Maria Theresa became queen consort of Bavaria in 1913 when her husband the reigning Prince Regent proclaimed himself king as King Ludwig III in place of his living but insane cousin King Otto. She became the first Catholic queen in Bavaria since Bavaria was made a kingdom 1806. She spoke German, Hungarian, Czech, French, and Italian. 

In 1914, she hosted festivities during the royal Bavarian jubilee. She appeared with her husband when war was announced. During World War I, she visited wounded soldiers and encouraged the women of Bavaria to support the troops by providing food and clothes, including with the donations references to legendary heroines.

On 7 November 1918, Ludwig III was forced to abdicate the Bavarian throne, and Maria Theresa fled Munich with her family to Wildenwart Castle near Frasdorf, in order to escape from the Bolsheviks.
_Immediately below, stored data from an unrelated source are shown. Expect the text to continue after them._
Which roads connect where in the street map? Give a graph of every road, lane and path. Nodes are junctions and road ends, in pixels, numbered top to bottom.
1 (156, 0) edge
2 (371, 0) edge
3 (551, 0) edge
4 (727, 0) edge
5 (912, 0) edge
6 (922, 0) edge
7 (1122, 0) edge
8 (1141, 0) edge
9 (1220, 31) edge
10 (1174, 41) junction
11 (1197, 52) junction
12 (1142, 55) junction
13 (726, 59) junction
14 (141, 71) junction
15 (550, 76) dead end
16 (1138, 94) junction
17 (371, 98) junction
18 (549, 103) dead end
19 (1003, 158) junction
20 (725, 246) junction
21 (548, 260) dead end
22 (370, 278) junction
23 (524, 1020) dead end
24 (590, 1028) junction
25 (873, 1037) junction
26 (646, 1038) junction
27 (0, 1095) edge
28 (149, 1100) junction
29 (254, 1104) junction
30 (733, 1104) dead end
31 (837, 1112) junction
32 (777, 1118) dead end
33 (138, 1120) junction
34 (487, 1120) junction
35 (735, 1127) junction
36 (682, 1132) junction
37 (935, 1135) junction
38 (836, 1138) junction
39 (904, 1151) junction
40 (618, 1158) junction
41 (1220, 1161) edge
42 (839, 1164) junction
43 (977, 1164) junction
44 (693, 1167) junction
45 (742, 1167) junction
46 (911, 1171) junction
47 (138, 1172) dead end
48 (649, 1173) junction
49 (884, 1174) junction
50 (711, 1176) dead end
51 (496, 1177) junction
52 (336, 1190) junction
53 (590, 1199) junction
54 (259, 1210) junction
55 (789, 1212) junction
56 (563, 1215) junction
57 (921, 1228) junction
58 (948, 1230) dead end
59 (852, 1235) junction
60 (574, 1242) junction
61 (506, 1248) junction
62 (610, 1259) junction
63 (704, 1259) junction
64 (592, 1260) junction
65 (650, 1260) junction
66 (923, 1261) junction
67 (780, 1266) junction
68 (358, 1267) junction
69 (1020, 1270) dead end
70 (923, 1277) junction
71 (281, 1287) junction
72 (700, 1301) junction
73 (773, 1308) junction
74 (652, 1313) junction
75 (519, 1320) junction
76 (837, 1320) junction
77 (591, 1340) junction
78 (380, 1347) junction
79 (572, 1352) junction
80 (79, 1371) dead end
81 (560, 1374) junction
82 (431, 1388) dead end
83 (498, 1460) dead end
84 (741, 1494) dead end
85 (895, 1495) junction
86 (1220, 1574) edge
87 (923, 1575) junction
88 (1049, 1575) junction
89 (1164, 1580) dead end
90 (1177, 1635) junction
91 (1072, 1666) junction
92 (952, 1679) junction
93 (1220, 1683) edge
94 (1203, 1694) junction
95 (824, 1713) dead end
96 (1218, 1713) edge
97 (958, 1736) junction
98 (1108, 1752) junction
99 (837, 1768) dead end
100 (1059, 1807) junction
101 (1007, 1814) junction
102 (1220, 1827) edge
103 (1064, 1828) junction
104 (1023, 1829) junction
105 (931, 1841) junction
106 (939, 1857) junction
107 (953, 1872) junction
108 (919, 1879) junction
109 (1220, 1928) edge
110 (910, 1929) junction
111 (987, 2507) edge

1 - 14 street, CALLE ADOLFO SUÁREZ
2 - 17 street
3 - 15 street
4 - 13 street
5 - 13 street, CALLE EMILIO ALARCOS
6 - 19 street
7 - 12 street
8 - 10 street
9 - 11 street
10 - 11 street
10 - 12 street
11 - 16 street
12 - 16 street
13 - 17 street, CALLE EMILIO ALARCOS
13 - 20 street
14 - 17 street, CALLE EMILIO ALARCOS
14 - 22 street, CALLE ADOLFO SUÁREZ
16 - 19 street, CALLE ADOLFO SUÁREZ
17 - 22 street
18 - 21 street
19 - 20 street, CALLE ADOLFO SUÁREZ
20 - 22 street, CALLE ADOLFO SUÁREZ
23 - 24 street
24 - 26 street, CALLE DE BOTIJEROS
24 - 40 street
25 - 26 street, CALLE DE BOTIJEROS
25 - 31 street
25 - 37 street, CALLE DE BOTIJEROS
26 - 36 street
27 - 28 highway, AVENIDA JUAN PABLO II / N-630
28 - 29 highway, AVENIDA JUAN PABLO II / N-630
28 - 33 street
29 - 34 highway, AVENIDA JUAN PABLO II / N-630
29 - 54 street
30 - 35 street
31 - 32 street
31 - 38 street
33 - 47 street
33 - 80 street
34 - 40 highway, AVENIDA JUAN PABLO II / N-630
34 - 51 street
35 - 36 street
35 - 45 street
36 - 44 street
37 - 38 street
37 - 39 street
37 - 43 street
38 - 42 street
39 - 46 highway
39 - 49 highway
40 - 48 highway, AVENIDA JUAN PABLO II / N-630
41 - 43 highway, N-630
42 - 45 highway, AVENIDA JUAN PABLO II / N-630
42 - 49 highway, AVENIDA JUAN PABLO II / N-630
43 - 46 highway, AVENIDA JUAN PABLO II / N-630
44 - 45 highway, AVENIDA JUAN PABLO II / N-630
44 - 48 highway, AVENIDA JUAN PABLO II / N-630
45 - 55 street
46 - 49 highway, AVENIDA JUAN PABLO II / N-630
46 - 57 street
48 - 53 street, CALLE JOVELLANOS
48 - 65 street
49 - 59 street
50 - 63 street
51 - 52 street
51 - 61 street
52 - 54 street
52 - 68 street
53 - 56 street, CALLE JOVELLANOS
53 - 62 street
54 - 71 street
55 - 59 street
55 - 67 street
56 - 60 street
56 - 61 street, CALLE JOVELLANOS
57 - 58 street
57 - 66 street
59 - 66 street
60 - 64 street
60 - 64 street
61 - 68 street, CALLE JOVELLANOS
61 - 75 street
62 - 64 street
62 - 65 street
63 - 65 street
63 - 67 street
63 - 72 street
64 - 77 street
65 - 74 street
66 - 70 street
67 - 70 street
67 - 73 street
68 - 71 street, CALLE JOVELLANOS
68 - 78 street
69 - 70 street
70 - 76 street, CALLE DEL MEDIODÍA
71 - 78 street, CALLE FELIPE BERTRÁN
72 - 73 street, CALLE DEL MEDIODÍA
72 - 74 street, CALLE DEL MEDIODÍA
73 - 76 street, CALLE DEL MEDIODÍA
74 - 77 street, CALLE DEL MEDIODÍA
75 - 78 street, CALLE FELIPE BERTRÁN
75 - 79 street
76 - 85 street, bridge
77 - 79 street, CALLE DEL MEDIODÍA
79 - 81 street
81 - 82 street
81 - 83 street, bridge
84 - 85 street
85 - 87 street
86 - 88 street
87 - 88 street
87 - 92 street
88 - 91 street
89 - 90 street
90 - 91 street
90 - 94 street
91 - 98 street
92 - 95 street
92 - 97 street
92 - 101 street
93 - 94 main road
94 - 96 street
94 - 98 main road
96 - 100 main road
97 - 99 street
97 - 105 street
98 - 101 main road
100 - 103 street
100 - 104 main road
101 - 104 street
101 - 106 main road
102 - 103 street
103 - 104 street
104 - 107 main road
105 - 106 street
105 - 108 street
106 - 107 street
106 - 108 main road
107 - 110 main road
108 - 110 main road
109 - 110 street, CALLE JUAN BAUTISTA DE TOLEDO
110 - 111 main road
The health of the Queen soon declined and she died there on 3 February 1919, being buried at the local chapel. On 5 November 1921 her remains were transferred to the cathedral of Munich along with those of her husband, who died less than a month before.

Jacobite succession
Maria Theresa was the niece and heir of the childless Francis V, Duke of Modena who had been, at the time of his death, the Jacobite heir-general to the thrones of England, Scotland and Ireland; as such, she became the heiress after his death in 1875.  Neither she, nor any of her Jacobite forebears since 1807, ever seriously pursued this claim.

Maria Theresa was the first Jacobite heir-general since James Francis Edward Stuart (1688-1766) who could also have claimed to be a natural-born citizen of Great Britain.  While she was not born on British soil, as James had been, Maria Theresa was a descendant of the Electress Sophia of Hanover.  Under the terms of the Sophia Naturalization Act 1705, the Electress Sophia and all "issue of her body" were declared to be natural-born British subjects, regardless of the actual place of their birth, unless they were Roman Catholics.  The 1705 Act was not repealed until 1948 and, consequently, Maria Theresa would have been covered by its provisions.

Following her death in 1919, Maria Theresa's son Rupprecht, Crown Prince of Bavaria inherited the Jacobite claim.  Like his mother, he and his descendants have not pursued a claim to the British thrones, although they are in the line of succession upon the basis of being legitimate descendants of George II of Great Britain.

Family

On 20 February 1868, at St. Augustine's Church in Vienna, Maria Theresa married the future Ludwig III, last king of Bavaria.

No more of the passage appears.